Il politicamente corretto, infatti, porta a esprimersi non come si pensa davvero, ma trascinati dalla frivolezza, dalla viltà e dall’opportunismo, allineando le proprie opinioni a quelle più conformiste. E’ una mancanza di sincerità e di autenticità che trasforma tutta la vita politica, sociale e culturale in una caricatura, in qualcosa di forzato, una falsità sistematica nella quale non si esprimono convinzioni genuine, ma solo banalità, pose, luoghi comuni. Il p.c. ha a che vedere con la sinistra culturale, poiché è lei che ha stabilito i parametri da cui non deve uscire chi non voglia incorrere in impopolarità, discredito, e non intenda essere considerato inadeguato sotto il profilo ideologico, morale, sessuale e così via.

Sta contagiando un numero sempre più grande di ambiti, la conoscenza si riempie di pregiudizi, risulta poco creativa, per nulla originale e non rappresentativa delle esperienze reali, un manierismo mediocre quanto obbligato.
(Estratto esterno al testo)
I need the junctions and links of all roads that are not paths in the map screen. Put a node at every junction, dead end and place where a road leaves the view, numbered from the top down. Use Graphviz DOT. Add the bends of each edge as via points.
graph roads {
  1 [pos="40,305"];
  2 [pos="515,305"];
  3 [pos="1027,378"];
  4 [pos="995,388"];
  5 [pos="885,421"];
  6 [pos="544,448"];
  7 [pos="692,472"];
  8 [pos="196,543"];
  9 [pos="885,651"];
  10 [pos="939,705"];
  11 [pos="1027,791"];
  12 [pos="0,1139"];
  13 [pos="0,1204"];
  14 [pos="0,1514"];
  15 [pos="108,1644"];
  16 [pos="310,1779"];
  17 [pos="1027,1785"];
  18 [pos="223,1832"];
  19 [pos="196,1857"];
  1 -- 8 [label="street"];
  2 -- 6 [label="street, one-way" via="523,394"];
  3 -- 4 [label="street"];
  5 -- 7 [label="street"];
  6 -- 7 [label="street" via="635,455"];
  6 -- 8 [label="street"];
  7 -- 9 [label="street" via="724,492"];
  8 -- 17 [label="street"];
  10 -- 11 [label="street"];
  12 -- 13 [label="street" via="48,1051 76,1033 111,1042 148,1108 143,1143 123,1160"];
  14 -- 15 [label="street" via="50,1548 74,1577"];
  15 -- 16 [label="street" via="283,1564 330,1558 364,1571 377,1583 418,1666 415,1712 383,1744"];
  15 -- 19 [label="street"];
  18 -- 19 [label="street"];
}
Si tratta di un meccanismo che impone una censura discreta, dissimulata, che non dice il suo nome e non castiga (ancora) fisicamente, ma sanziona con l’isolamento in nome di una correttezza supposta e mai davvero definita. In larga misura, è la moderna inquisizione che induce al silenzio.

Se ti esprimi non per convinzione, ma per paura, ti trasformi nel censore di te stesso, temi di dire cose “scorrette”, diventi elusivo, eviti di pronunciarti e di ragionare con la tua testa. Il rischio è specialmente grave per chi non ha idee ferme e principi radicati, la maggioranza nel mondo liquido a cui è indirizzato il devastante messaggio del politicamente corretto, sistema apparentemente fluido basato sul rispetto dell’altro, in realtà potente meccanismo di decostruzione e di riduzione dell’uomo a essere eterodiretto, sostanzialmente non pensante.

Una volta ancora nella storia, i responsabili sono i portatori insani di ideologie il cui obiettivo è ri-costruire l’uomo per realizzare la felicità in terra. Nel caso dell’ideologia della correttezza politica, attraverso la neutralizzazione prima, l’abolizione poi delle differenze e delle distinzioni, considerate fonti di conflitto tra gli uomini. E’ un perverso costruttivismo utopistico , assai diffuso nei periodi di crisi delle civiltà; Augusto Del Noce lo chiamava “ virtuismo ”.

La diagnosi è definita; la prognosi, in una società dominata dal politicamente corretto, è infausta per il nichilismo che diffonde e la debolezza intrinseca di chi sa solo negare. Non esiste differenza qualitativa tra gli uomini, le loro idee, le loro civiltà; tutto si equivale, non c’è il bene e il male se non a partire da quella negazione iniziale.

Fine dei giochi, game over. Il politicamente corretto risulta falso nelle premesse, distruttivo nelle azioni e portatore di una spaventosa incultura. Che sia nato e abbia conseguito potere nelle università una volta simboli del sapere è una prova raggelante dell’agonia, della condizione terminale della nostra civiltà.

Si manifestano tuttavia anticorpi, dubbi e reazioni. Forse l’effetto farfalla non ha ancora vinto la partita e, parafrasando Curzio Malaparte, non tutto è perduto finché non è tutto perduto.